The theme was reinforced in the account of Abraham’s obedient response to God’s call to sacrifice his son, Isaac, interrupted by the substitution of another offering provided by the Lord Himself – the ram caught in the thicket (Genesis 22). In the psalms and prophecies, the picture becomes clearer: not just any sacrifice, but a perfect sacrifice, and as Adam and Eve eventually figured out, He had not yet come. The Seed of the woman would not be in their generation, in fact would not be born of ordinary generation, but of a Virgin through the power of the Holy Spirit. This God-Man would be put on the altar, like a lamb led to the slaughter; His blood would spill to cover our sins. (Isaiah 53)
The skins of animals covered nakedness but not sins. The blood of a ram was substituted for Isaac at that moment, but not for eternity. The sacrifices of animals from the institution of the system to the arrival of Jesus were sufficient “to sanctify for the purification of the flesh,” but not “to purify our conscience from dead works to serve the living God” (Hebrews 9:24). This new Substitute’s act of obedience was not just for ceremony, but to accomplish, as promised, a real and perfect atonement for His people, the sheep found abiding in Him, Jesus Christ, who is the Spotless Lamb of God.

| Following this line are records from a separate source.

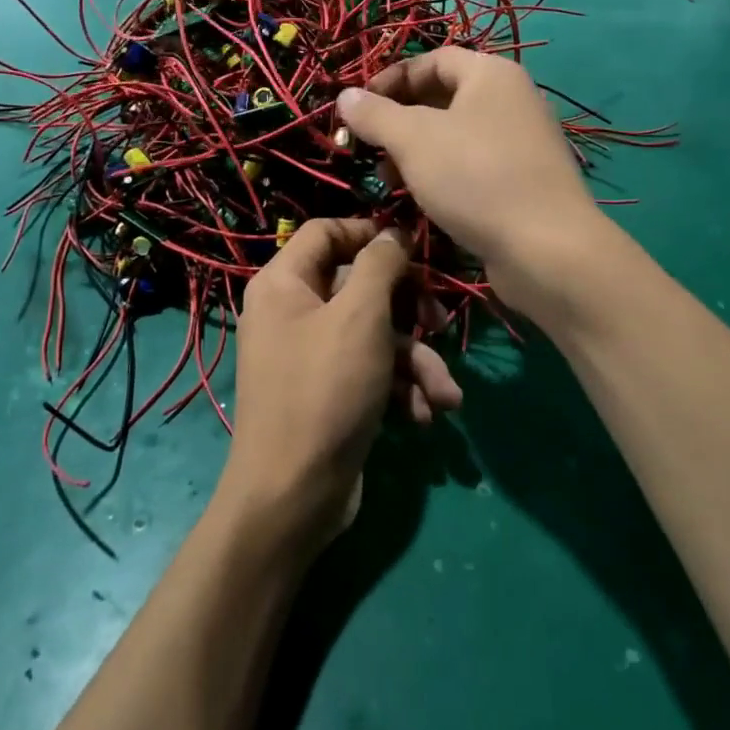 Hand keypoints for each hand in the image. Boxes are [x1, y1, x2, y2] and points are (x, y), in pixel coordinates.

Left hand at [222, 218, 460, 550]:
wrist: (293, 497)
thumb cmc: (325, 390)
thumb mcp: (360, 316)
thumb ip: (381, 264)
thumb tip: (393, 233)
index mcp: (284, 283)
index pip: (326, 232)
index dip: (370, 232)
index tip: (413, 247)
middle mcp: (293, 312)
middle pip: (359, 285)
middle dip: (408, 307)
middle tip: (440, 321)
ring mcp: (310, 355)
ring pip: (374, 334)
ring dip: (416, 360)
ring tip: (445, 392)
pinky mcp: (330, 392)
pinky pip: (370, 371)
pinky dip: (399, 388)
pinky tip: (424, 414)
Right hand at [337, 49, 600, 309]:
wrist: (546, 248)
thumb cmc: (475, 177)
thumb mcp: (413, 140)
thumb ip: (375, 114)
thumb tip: (345, 95)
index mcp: (491, 74)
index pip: (432, 59)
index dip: (390, 79)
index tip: (358, 108)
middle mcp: (512, 99)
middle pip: (443, 96)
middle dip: (399, 120)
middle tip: (371, 148)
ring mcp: (522, 141)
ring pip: (455, 134)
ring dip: (416, 151)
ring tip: (390, 180)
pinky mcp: (524, 179)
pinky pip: (473, 164)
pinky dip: (443, 173)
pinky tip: (423, 200) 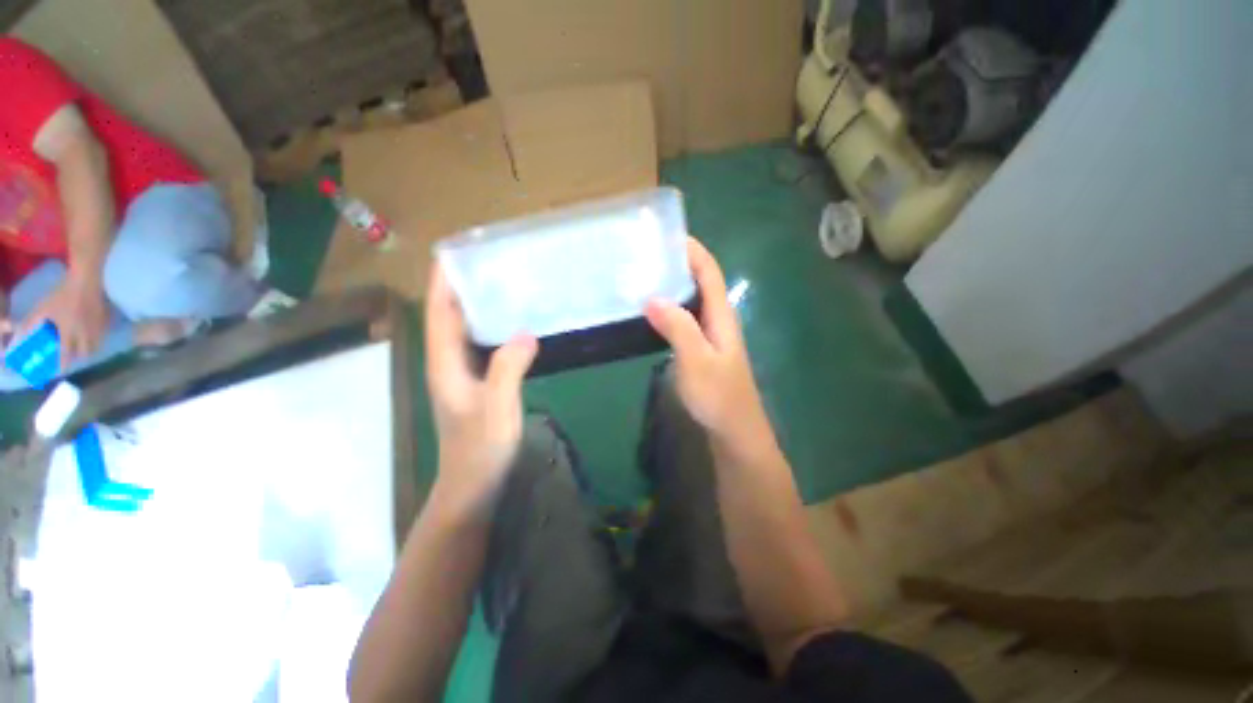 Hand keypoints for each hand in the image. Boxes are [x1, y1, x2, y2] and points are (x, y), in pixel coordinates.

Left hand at [20, 273, 109, 370]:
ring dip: (89, 349)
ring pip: (96, 346)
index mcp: (68, 332)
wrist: (85, 282)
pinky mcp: (104, 323)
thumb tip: (20, 334)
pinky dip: (98, 339)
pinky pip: (102, 336)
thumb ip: (32, 322)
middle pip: (85, 353)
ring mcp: (96, 328)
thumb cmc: (62, 294)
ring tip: (84, 347)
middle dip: (79, 356)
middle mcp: (84, 334)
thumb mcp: (43, 307)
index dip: (62, 364)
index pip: (65, 354)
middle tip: (73, 355)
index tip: (60, 372)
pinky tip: (94, 335)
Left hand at [425, 264, 537, 515]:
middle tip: (489, 263)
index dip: (442, 282)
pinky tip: (514, 324)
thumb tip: (526, 333)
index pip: (439, 314)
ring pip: (466, 330)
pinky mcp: (478, 382)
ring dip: (479, 306)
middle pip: (450, 317)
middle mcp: (448, 363)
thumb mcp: (497, 408)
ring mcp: (462, 374)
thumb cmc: (480, 449)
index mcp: (445, 364)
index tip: (454, 253)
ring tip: (504, 284)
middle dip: (462, 287)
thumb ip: (507, 369)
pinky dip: (494, 328)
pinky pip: (483, 345)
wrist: (474, 484)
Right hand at [645, 237, 773, 449]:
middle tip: (647, 257)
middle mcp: (718, 320)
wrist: (734, 431)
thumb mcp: (696, 360)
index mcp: (721, 316)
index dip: (693, 251)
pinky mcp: (701, 350)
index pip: (709, 272)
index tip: (668, 236)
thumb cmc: (718, 395)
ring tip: (643, 279)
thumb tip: (652, 297)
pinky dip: (669, 310)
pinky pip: (685, 320)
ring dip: (672, 287)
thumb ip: (677, 327)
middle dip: (678, 265)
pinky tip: (651, 314)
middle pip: (700, 282)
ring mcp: (710, 336)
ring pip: (691, 301)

Too many Christian institutions are capitulating to the politically correct voices from the liberal corner of religion (Machen’s Liberalism, that is). They say we need to make the message of the Cross less violent, more “green” (i.e., symbolizing life and newness, like Spring Solstice—yeah, that orthodox holiday). One popular meme in the past decade has been that the time has come to reject the “cosmic child abuse” story of penal substitution. Sadly, this easy line is fed to countless unwitting students in Christian colleges who are unprepared to do battle against heresy for the most part because doctrinal truths had been withheld from them in their lukewarm Sunday Schools.

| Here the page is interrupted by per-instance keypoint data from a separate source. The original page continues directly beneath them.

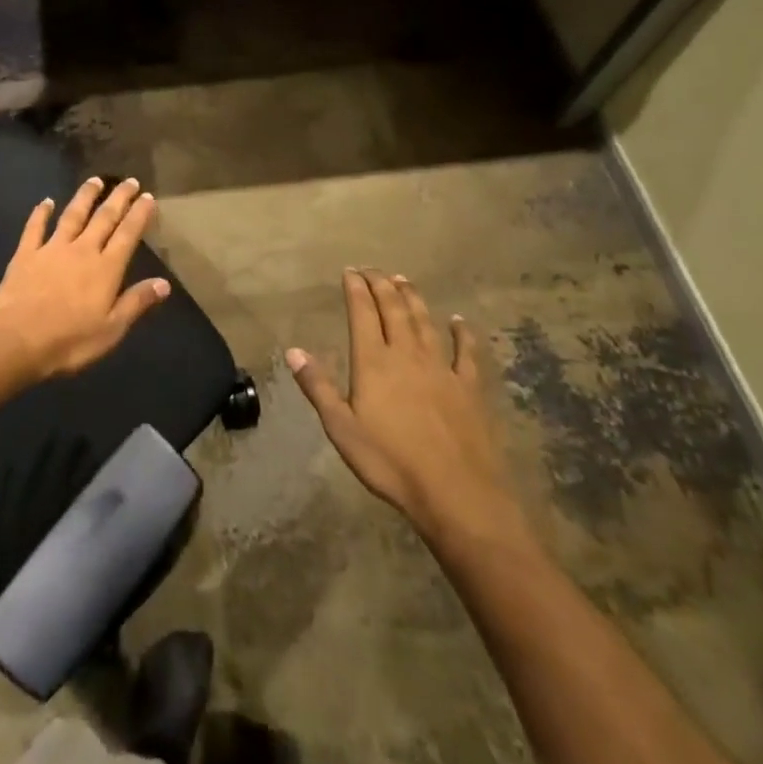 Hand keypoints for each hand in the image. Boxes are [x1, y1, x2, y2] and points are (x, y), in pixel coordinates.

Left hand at [0, 177, 171, 382]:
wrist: (17, 339)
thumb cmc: (70, 341)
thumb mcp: (111, 329)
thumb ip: (136, 302)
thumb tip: (164, 283)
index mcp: (105, 269)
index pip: (127, 235)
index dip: (139, 214)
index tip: (148, 197)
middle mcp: (81, 250)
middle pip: (103, 218)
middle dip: (118, 198)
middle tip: (130, 181)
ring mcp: (52, 249)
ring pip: (72, 215)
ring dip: (85, 196)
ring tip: (95, 180)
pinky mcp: (26, 254)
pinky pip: (35, 227)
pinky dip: (41, 213)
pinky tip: (45, 201)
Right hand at [289, 270, 526, 549]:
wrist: (458, 494)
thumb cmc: (390, 462)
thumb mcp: (341, 428)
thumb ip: (318, 386)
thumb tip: (292, 350)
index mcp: (373, 362)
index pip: (362, 314)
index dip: (356, 290)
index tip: (350, 271)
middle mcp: (407, 355)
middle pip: (394, 310)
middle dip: (381, 285)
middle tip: (372, 269)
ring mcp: (442, 370)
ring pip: (425, 323)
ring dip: (413, 298)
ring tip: (404, 280)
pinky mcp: (469, 390)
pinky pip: (466, 353)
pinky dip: (462, 333)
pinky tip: (459, 321) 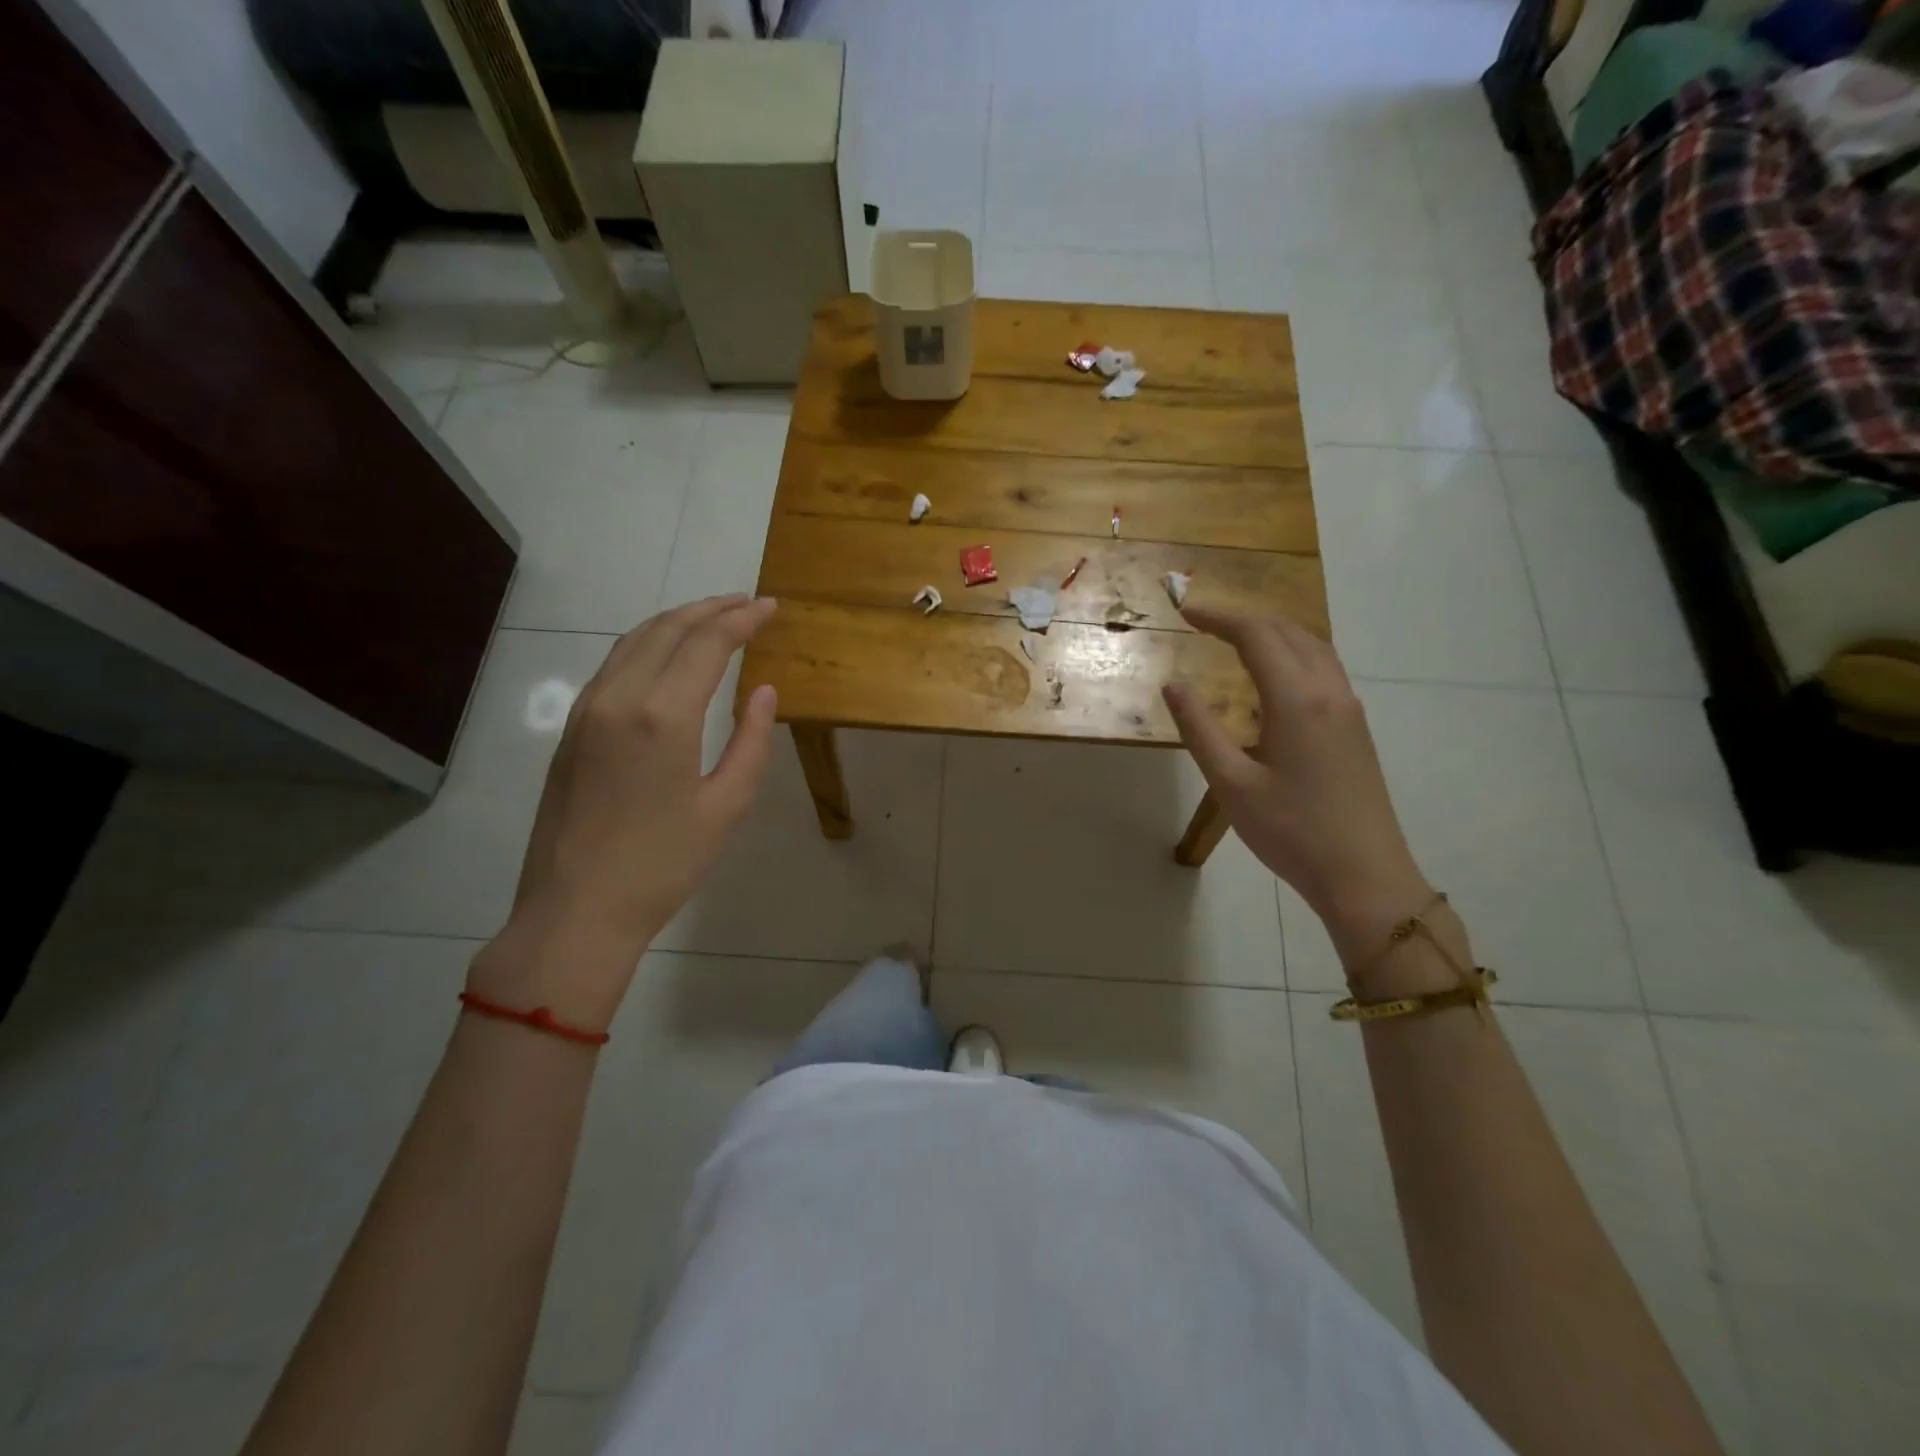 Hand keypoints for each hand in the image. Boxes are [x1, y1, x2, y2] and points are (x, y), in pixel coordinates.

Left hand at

Let’s not neglect it. Let’s start rehearsing it now. The season of the Incarnation, though past, is still exuding all the glory and majesty of the first coming of the perfect Lamb. Jesus’s life and death cancels out the equation of Sin = Death because He triumphed over the grave and is today seated in glory. He is raised! His sacrifice overcomes sin, and victory goes to the heavenly realms. Now that’s a higher math we can all take delight in! Joy to the World, indeed!
The season leading up to Resurrection Sunday is ahead of us. We can teach and exhort those in our spheres of influence, including our children, the glorious equation of Salvation:
Regeneration = Faith + Repentance —> Obedience and Eternal Life
Add some higher math to your witness today. Begin with an understanding of the old equation and end with the majesty of the new. With God’s mercy, stone cold hearts will be turned to flesh, light will overpower the darkness, and the eternal result will be redeemed lives walking in Christ.
This article is a revision of a piece published Three Rivers Grace Church blog on March 7, 2014.